• What is required: Search the entries below for the word "main" and copy each line that has it.
=== Data provided ===
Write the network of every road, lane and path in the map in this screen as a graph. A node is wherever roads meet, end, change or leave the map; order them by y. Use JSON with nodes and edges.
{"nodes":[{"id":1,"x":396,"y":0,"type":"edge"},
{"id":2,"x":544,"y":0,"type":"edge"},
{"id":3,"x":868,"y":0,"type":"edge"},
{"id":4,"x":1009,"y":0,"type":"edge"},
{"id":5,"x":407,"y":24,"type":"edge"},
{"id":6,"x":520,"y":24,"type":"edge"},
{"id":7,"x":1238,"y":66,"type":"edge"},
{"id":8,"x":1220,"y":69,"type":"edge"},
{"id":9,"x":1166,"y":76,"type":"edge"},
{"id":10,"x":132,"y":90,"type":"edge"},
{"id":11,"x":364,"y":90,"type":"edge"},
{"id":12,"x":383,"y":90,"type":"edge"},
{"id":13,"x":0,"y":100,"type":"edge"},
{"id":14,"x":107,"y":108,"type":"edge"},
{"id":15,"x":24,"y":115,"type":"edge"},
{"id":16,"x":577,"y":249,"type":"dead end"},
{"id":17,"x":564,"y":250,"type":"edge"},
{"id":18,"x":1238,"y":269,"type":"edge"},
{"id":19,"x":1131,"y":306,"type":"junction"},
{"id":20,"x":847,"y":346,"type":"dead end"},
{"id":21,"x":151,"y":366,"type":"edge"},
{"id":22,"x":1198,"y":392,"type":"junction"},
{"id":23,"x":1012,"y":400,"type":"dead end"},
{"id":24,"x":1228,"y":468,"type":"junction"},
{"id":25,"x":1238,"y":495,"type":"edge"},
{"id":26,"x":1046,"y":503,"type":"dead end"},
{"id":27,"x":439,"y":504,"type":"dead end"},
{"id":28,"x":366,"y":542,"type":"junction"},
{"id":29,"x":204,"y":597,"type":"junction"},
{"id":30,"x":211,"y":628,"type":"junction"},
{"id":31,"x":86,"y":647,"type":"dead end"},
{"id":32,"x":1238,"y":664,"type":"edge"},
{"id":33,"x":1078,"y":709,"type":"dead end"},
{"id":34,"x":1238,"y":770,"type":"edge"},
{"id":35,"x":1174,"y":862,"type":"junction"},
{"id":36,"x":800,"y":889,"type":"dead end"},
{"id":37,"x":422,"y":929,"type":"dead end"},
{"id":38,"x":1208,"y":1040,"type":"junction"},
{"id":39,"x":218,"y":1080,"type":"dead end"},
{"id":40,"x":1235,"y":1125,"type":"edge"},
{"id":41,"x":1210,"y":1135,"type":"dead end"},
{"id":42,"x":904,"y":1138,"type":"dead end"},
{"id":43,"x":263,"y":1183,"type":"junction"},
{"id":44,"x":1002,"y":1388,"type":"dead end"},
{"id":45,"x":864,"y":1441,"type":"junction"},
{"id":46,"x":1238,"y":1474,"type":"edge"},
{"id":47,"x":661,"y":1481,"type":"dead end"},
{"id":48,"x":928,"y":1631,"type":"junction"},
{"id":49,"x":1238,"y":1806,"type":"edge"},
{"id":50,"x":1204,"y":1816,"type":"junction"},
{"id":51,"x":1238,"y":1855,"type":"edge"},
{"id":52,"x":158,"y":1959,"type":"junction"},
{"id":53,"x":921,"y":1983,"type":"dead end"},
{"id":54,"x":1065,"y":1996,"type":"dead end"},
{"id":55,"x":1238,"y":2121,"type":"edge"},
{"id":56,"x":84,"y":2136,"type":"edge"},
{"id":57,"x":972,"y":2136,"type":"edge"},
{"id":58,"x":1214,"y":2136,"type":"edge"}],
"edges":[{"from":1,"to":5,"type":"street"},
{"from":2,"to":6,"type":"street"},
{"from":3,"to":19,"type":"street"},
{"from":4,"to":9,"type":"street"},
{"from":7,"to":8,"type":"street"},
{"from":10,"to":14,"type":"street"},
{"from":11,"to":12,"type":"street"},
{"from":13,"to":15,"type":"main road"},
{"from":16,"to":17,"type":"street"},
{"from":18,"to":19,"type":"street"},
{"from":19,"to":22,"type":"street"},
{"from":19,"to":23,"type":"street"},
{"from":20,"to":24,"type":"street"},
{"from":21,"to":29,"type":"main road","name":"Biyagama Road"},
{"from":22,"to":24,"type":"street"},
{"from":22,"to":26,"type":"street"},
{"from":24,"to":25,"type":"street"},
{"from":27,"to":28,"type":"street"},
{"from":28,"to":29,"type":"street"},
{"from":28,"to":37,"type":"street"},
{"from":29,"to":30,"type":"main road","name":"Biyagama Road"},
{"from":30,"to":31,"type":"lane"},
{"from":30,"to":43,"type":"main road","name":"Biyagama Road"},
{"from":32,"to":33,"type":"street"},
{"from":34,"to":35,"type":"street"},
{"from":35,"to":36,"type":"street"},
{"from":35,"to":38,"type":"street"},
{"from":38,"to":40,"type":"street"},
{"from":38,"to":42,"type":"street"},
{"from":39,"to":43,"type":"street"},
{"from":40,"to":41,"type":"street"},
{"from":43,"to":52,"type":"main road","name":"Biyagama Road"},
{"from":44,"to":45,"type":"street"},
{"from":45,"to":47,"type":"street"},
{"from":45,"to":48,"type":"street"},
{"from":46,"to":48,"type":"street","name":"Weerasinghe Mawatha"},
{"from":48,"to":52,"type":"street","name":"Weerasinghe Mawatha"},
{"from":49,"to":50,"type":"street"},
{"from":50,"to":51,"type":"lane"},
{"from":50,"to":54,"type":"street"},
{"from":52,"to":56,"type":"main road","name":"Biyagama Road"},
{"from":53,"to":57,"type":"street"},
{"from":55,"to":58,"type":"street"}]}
===
• Solution below:
{"from":13,"to":15,"type":"main road"},
{"from":21,"to":29,"type":"main road","name":"Biyagama Road"},
{"from":29,"to":30,"type":"main road","name":"Biyagama Road"},
{"from":30,"to":43,"type":"main road","name":"Biyagama Road"},
{"from":43,"to":52,"type":"main road","name":"Biyagama Road"},
{"from":52,"to":56,"type":"main road","name":"Biyagama Road"},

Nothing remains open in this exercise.